(EXERCISE DIRECTIONS)
List all the lines in these records that hold "Right".

BEGIN ENTRIES SHOWN

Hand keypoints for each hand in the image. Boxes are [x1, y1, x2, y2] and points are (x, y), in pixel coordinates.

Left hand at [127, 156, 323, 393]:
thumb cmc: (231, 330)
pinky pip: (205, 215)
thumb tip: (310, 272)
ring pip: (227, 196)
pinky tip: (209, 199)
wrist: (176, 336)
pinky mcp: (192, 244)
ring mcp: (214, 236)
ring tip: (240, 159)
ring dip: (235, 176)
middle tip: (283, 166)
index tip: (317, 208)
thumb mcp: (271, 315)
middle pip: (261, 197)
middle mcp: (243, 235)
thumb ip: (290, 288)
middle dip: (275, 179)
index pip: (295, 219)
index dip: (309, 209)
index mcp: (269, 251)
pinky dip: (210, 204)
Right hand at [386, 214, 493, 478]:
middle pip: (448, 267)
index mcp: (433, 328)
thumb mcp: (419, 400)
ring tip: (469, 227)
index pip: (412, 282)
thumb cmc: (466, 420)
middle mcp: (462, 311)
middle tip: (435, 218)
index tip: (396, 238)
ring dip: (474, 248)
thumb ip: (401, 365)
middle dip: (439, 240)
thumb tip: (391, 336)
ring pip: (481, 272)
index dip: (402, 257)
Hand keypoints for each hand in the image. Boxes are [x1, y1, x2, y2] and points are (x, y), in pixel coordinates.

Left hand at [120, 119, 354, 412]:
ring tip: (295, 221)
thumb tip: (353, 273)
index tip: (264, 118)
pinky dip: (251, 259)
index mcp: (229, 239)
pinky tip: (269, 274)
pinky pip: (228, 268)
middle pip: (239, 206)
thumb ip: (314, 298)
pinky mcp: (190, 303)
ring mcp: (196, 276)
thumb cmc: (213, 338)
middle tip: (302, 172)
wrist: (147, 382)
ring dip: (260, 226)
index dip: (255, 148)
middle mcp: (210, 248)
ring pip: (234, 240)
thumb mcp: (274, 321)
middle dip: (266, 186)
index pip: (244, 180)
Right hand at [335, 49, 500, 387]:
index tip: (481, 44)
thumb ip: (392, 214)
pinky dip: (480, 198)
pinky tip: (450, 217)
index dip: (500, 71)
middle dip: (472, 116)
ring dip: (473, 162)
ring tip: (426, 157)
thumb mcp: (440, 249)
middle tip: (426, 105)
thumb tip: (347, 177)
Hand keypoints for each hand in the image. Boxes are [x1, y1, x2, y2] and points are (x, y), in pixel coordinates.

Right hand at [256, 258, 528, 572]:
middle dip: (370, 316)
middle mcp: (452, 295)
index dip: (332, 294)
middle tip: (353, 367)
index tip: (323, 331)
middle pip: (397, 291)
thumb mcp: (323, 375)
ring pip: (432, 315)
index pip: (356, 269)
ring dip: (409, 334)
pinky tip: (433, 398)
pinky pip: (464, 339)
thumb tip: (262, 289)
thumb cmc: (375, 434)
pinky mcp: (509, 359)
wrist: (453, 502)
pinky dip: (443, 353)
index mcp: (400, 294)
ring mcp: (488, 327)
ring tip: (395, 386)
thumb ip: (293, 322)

END ENTRIES SHOWN

(ANSWER SPACE)
Right hand at [386, 214, 493, 478]:
Right hand at [335, 49, 500, 387]:
Right hand at [256, 258, 528, 572]:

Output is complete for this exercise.